Wednesday, August 8, 2007

The Controversy Over Bottled Water: One Solution--Home and Office Water Purification

Recently after San Francisco Mayor Gavin Newsom (2007) banned the purchase of bottled water by City funds, there has been greater discussion about the benefits and drawbacks of bottled water. Some argue that the transport and processing of bottled water as well as the disposal of bottles negatively impacts the environment. They also argue that tap water is as healthy as bottled water.

While municipalities across the country do remove a majority of water contaminants, it is also true that there are residual contaminants in the water. The disinfection process also adds chloramines and other byproducts. The United States Environmental Protection Agency (EPA) regulates allowable levels of contaminants in drinking water. A list of contaminants and their possible adverse health effects is available on the EPA website:

The EPA categorizes possible water contaminants into: microorganisms, disinfectants, disinfection byproducts, inorganic chemicals, organic chemicals, and radionuclides. There can also be turbidity from soil runoff and other nonregulated contaminants. Not mentioned on this list are possible contaminants, such as copper or lead, after municipal processing from local water pipes.

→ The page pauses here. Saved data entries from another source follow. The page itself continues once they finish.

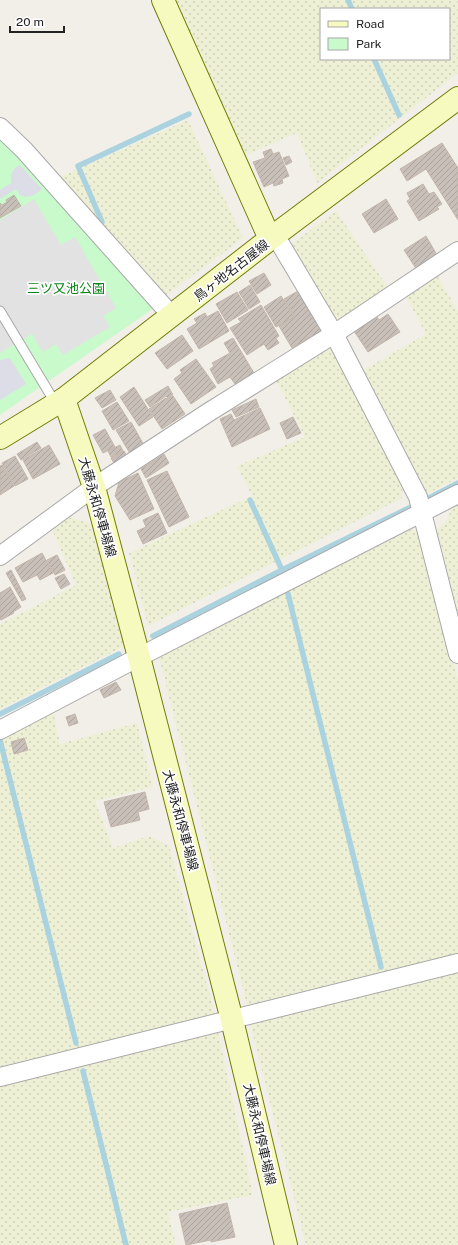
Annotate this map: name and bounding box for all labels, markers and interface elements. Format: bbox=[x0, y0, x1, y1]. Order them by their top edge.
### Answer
scale bar bbox=[10, 8, 64, 34]
legend bbox=[320, 8, 450, 60]
text: 20 m bbox=[16, 15, 44, 29]
text: Road bbox=[356, 17, 384, 31]
text: Park bbox=[356, 37, 382, 51]
street label: 鳥ヶ地名古屋線 bbox=[191, 236, 272, 304]
park label: 三ツ又池公園 bbox=[27, 281, 105, 296]
street label: 大藤永和停車場線 bbox=[76, 455, 119, 559]
street label: 大藤永和停車場線 bbox=[160, 768, 201, 872]
street label: 大藤永和停車場線 bbox=[241, 1082, 279, 1186]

In reviewing the water quality report for my local city, for instance, I found small and permissible amounts of lead, copper, barium, nitrate, atrazine (herbicide), simazine (herbicide), and chloramines, among others. Even if the low levels present are acceptable by EPA standards, it is a personal choice as to whether one would prefer to ingest even lower levels of contaminants and also have better tasting water.

One solution is to add a whole house/office or individual faucet water purification system to remove the residual contaminants. Seagull, for example, offers water purification systems with a “structured matrix technology” that remove trace amounts of chemicals and any microbiological contaminants found in tap water and creates water quality that is as good as or better than bottled water. In fact, the structured matrix is also “certified to meet the EPA standard for microbiological ‘purification’.”

There is also the added benefit of having purified water for pennies per glass instead of the higher cost for bottled water.